▶ Task goal: What you return must match every record word for word.

***** Given records

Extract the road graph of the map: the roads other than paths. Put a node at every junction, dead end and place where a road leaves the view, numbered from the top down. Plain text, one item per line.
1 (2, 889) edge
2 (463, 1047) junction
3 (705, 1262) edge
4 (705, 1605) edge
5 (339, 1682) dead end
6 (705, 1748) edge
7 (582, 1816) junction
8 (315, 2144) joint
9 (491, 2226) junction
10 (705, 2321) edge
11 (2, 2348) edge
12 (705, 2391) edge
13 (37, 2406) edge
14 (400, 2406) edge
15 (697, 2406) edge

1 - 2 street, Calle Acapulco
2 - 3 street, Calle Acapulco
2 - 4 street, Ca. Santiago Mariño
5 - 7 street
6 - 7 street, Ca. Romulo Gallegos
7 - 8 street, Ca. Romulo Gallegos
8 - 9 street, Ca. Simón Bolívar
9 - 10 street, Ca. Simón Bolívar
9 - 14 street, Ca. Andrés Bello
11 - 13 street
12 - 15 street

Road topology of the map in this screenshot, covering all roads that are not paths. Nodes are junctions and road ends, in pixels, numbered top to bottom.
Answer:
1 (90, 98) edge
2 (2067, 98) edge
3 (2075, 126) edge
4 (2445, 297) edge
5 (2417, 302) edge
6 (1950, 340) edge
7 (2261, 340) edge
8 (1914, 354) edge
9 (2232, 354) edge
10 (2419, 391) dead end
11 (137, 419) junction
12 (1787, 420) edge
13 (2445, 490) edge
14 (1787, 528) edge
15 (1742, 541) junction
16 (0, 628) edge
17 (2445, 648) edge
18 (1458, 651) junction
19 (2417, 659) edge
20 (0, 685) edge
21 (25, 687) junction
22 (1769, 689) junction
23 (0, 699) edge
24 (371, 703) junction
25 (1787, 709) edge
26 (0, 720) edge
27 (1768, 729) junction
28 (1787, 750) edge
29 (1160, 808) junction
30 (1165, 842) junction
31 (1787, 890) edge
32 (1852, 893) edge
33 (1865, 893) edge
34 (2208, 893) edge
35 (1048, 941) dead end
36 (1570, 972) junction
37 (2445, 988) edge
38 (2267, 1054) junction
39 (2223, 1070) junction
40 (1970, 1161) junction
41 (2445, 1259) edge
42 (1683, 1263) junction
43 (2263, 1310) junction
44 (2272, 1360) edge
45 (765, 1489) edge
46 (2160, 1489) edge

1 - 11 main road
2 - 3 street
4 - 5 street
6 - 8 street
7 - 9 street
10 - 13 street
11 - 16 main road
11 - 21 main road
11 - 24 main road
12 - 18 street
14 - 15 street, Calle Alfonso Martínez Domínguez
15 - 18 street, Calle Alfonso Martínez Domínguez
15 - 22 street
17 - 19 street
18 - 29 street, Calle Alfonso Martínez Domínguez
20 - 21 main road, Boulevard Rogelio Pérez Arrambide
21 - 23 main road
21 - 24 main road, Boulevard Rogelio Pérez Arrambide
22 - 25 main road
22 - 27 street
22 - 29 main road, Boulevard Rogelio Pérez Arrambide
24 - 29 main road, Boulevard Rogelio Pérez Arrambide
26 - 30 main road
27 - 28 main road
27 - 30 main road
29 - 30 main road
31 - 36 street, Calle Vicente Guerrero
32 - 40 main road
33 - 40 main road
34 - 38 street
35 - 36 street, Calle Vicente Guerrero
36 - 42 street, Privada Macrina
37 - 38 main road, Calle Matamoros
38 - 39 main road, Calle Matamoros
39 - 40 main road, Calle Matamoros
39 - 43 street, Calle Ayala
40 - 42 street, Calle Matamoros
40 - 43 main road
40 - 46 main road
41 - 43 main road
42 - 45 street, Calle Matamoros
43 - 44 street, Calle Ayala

**********

▶ Answer to this problem:
Extract the road graph of the map: the roads other than paths. Put a node at every junction, dead end and place where a road leaves the view, numbered from the top down. Plain text, one item per line.
1 (2, 889) edge
2 (463, 1047) junction
3 (705, 1262) edge
4 (705, 1605) edge
5 (339, 1682) dead end
6 (705, 1748) edge
7 (582, 1816) junction
8 (315, 2144) joint
9 (491, 2226) junction
10 (705, 2321) edge
11 (2, 2348) edge
12 (705, 2391) edge
13 (37, 2406) edge
14 (400, 2406) edge
15 (697, 2406) edge

1 - 2 street, Calle Acapulco
2 - 3 street, Calle Acapulco
2 - 4 street, Ca. Santiago Mariño
5 - 7 street
6 - 7 street, Ca. Romulo Gallegos
7 - 8 street, Ca. Romulo Gallegos
8 - 9 street, Ca. Simón Bolívar
9 - 10 street, Ca. Simón Bolívar
9 - 14 street, Ca. Andrés Bello
11 - 13 street
12 - 15 street

Road topology of the map in this screenshot, covering all roads that are not paths. Nodes are junctions and road ends, in pixels, numbered top to bottom.
Answer:
1 (90, 98) edge
2 (2067, 98) edge
3 (2075, 126) edge
4 (2445, 297) edge
5 (2417, 302) edge
6 (1950, 340) edge
7 (2261, 340) edge
8 (1914, 354) edge
9 (2232, 354) edge
10 (2419, 391) dead end
11 (137, 419) junction
12 (1787, 420) edge
13 (2445, 490) edge
14 (1787, 528) edge
15 (1742, 541) junction
16 (0, 628) edge
17 (2445, 648) edge
18 (1458, 651) junction
19 (2417, 659) edge
20 (0, 685) edge
21 (25, 687) junction
22 (1769, 689) junction
23 (0, 699) edge
24 (371, 703) junction
25 (1787, 709) edge
26 (0, 720) edge
27 (1768, 729) junction
28 (1787, 750) edge
29 (1160, 808) junction
30 (1165, 842) junction
31 (1787, 890) edge
32 (1852, 893) edge
33 (1865, 893) edge
34 (2208, 893) edge
35 (1048, 941) dead end
36 (1570, 972) junction
37 (2445, 988) edge
38 (2267, 1054) junction
39 (2223, 1070) junction
40 (1970, 1161) junction
41 (2445, 1259) edge
42 (1683, 1263) junction
43 (2263, 1310) junction
44 (2272, 1360) edge
45 (765, 1489) edge
46 (2160, 1489) edge

1 - 11 main road
2 - 3 street
4 - 5 street
6 - 8 street
7 - 9 street
10 - 13 street
11 - 16 main road
11 - 21 main road
11 - 24 main road
12 - 18 street
14 - 15 street, Calle Alfonso Martínez Domínguez
15 - 18 street, Calle Alfonso Martínez Domínguez
15 - 22 street
17 - 19 street
18 - 29 street, Calle Alfonso Martínez Domínguez
20 - 21 main road, Boulevard Rogelio Pérez Arrambide
21 - 23 main road
21 - 24 main road, Boulevard Rogelio Pérez Arrambide
22 - 25 main road
22 - 27 street
22 - 29 main road, Boulevard Rogelio Pérez Arrambide
24 - 29 main road, Boulevard Rogelio Pérez Arrambide
26 - 30 main road
27 - 28 main road
27 - 30 main road
29 - 30 main road
31 - 36 street, Calle Vicente Guerrero
32 - 40 main road
33 - 40 main road
34 - 38 street
35 - 36 street, Calle Vicente Guerrero
36 - 42 street, Privada Macrina
37 - 38 main road, Calle Matamoros
38 - 39 main road, Calle Matamoros
39 - 40 main road, Calle Matamoros
39 - 43 street, Calle Ayala
40 - 42 street, Calle Matamoros
40 - 43 main road
40 - 46 main road
41 - 43 main road
42 - 45 street, Calle Matamoros
43 - 44 street, Calle Ayala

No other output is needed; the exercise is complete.